Today’s cyber threat landscape is constantly evolving. Thus, you need to train and demonstrate your team’s defence skills and collective capability before a cyber-attack ever happens. Adequate preparation will save you time and money later. With the right cybersecurity training in place, learning by defending against real attacks in a simulation, your team may be able to detect and respond to an incident or prevent a cyber-attack before it takes place. Learning-by-doing proved to be the most effective way of teaching security. We can see it provides real evidence about skill level and provides the real experience of a cyber-attack.
Do you think companies in certain, specific sectors are more exposed to cyberthreats? And what should they do to prevent being taken by surprise?
Yes, informative-sensitive industries like financial, health and energy sectors are preferred targets for cybercriminals. Financial services are the most obvious ones and the most attacked in the world, as they deal with a lot of users’ personal information. Health care and medical organizations access and store electronic healthcare records, and see ransomware as the top threat. The energy and utility sector faces its own concerns as hackers can cause power outages undermining critical defence infrastructure.

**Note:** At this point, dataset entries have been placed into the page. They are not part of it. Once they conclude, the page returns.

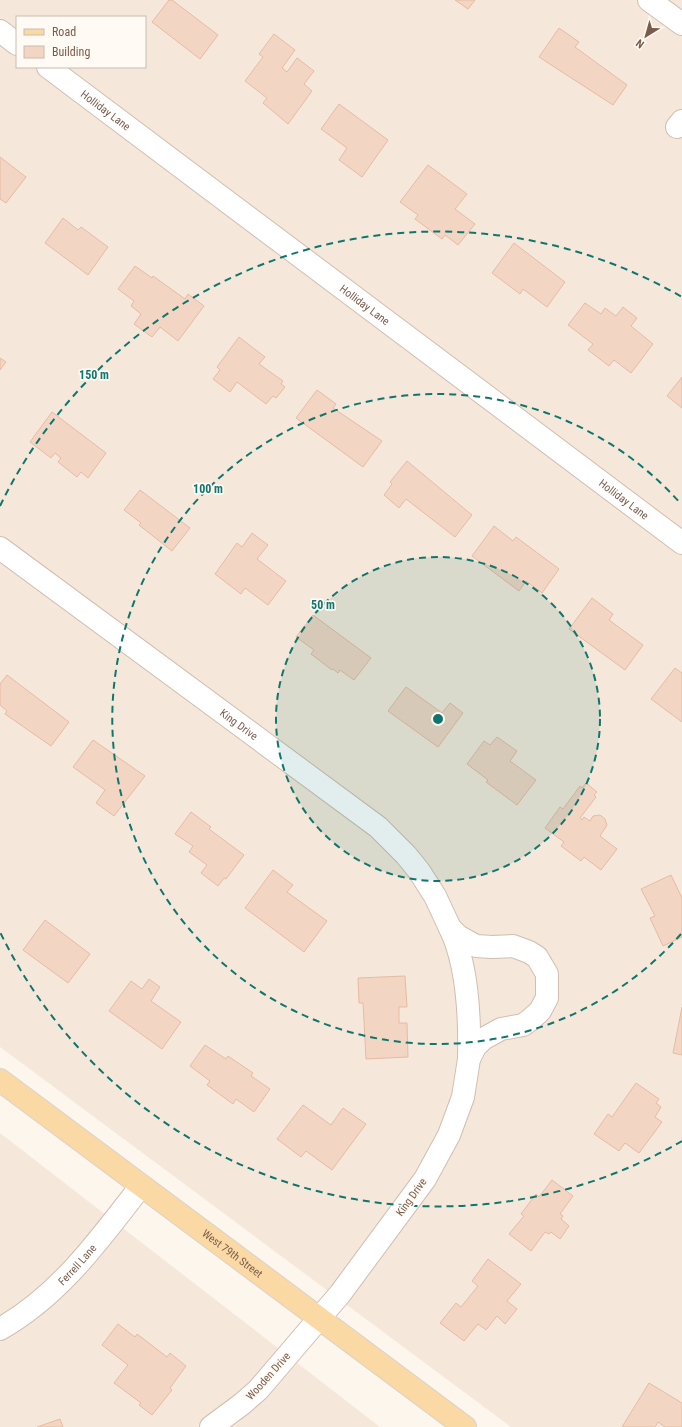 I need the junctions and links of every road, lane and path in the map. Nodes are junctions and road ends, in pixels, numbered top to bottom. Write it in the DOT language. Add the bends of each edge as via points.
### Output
graph roads {
  1 [pos="649,0"];
  2 [pos="682,24"];
  3 [pos="0,31"];
  4 [pos="16,43"];
  5 [pos="49,68"];
  6 [pos="682,543"];
  7 [pos="0,548"];
  8 [pos="450,928"];
  9 [pos="469,1059"];
  10 [pos="0,1080"];
  11 [pos="142,1186"];
  12 [pos="318,1318"];
  13 [pos="0,1329"];
  14 [pos="211,1427"];
  15 [pos="465,1427"];
  1 -- 2 [label="street"];
  3 -- 4 [label="street"];
  5 -- 6 [label="street, Holliday Lane"];
  7 -- 8 [label="street, King Drive" via="378,827 419,871 435,896"];
  8 -- 9 [label="street, King Drive" via="456,940 467,996 470,1019"];
  8 -- 9 [label="street, King Drive" via="458,936 476,946 514,946 529,952 537,957 548,978 547,998 540,1011 523,1025 501,1028 484,1039 475,1047"];
  9 -- 12 [label="street, King Drive" via="462,1097 449,1135 425,1179 348,1284"];
  10 -- 11 [label="main road, West 79th Street"];
  11 -- 12 [label="main road, West 79th Street"];
  11 -- 13 [label="street, Ferrell Lane" via="67,1278 37,1304"];
  12 -- 14 [label="street, Wooden Drive" via="258,1390"];
  12 -- 15 [label="main road, West 79th Street"];
} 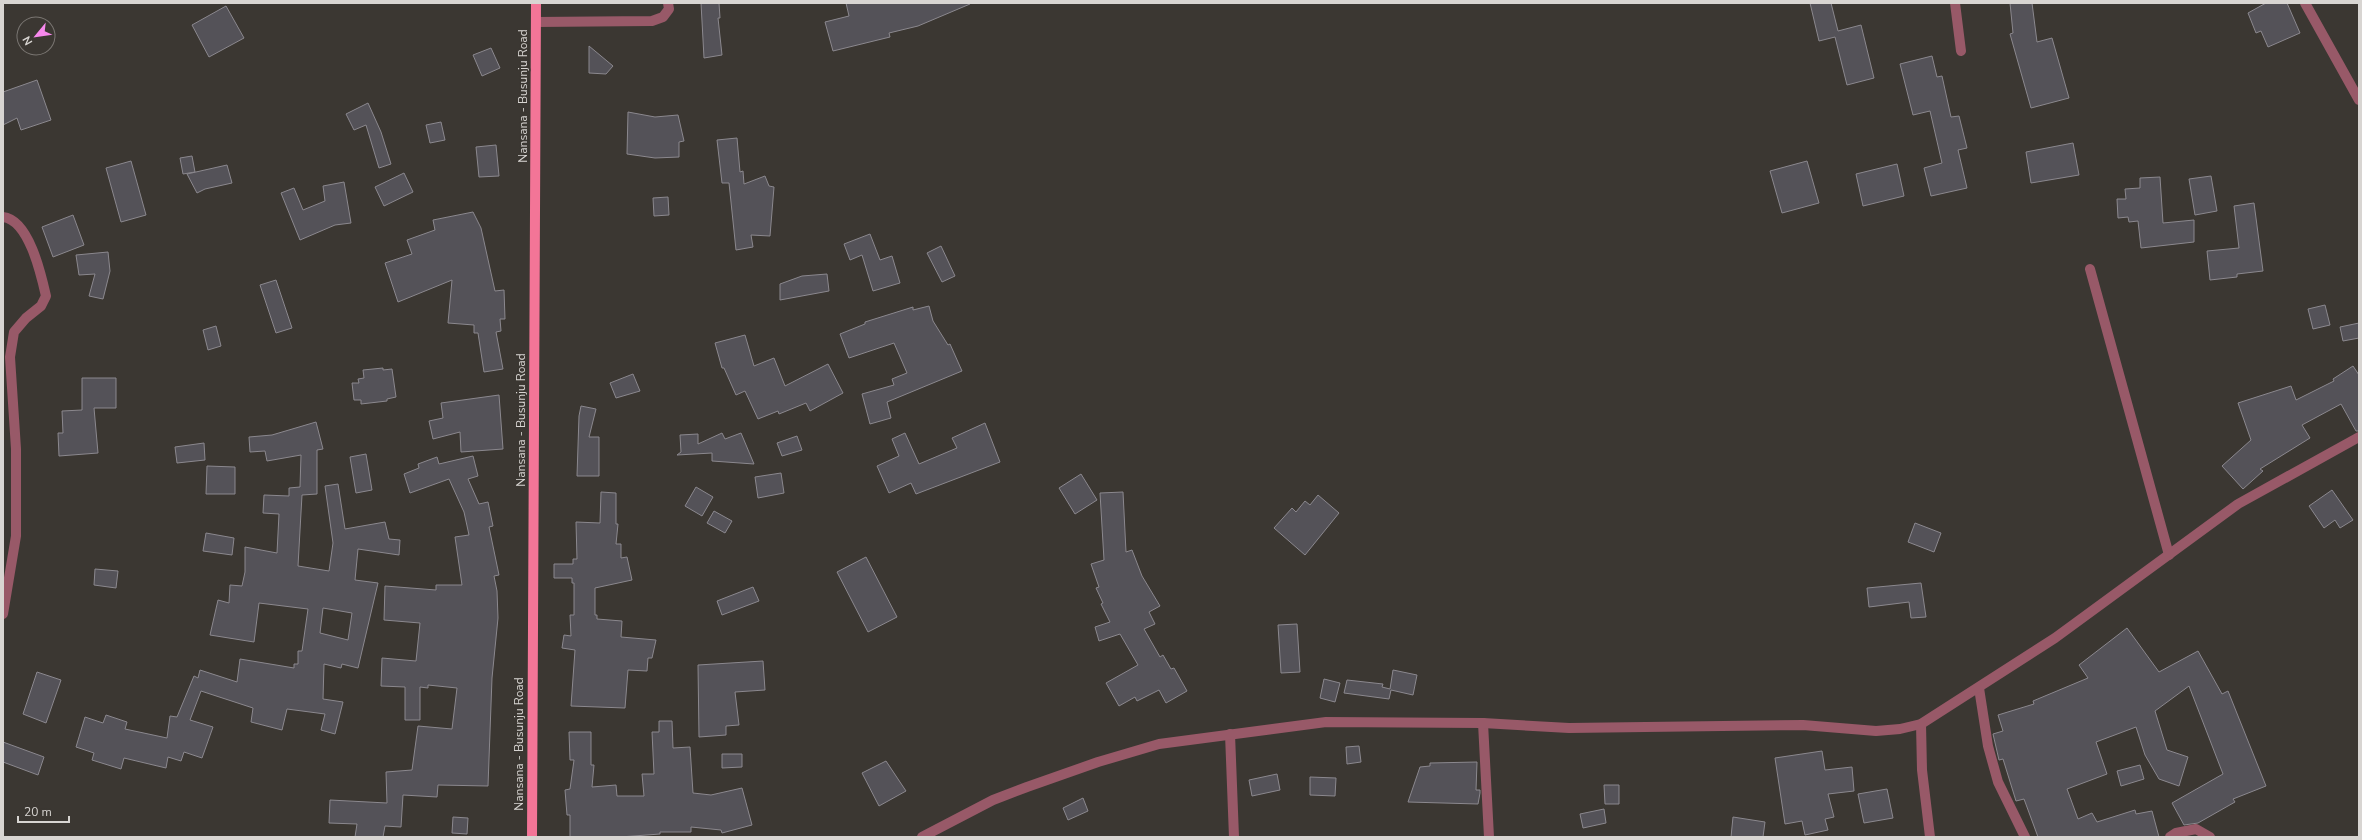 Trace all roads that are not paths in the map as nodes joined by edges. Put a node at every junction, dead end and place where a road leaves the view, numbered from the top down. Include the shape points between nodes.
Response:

It’s a matter of proper preparation, both from the technology and team side. Here is an important assumption – humans are the ones developing systems and applications. So start by reducing human errors and test your teams’ capabilities through realistic attack simulations. Benchmarking helps to identify your team’s weaknesses and areas of priority where you need to invest next. Attackers are always one step ahead of you. Testing and training contribute to identify your real position in terms of preparedness. Plus, they provide evidence about your organization’s cyber resilience.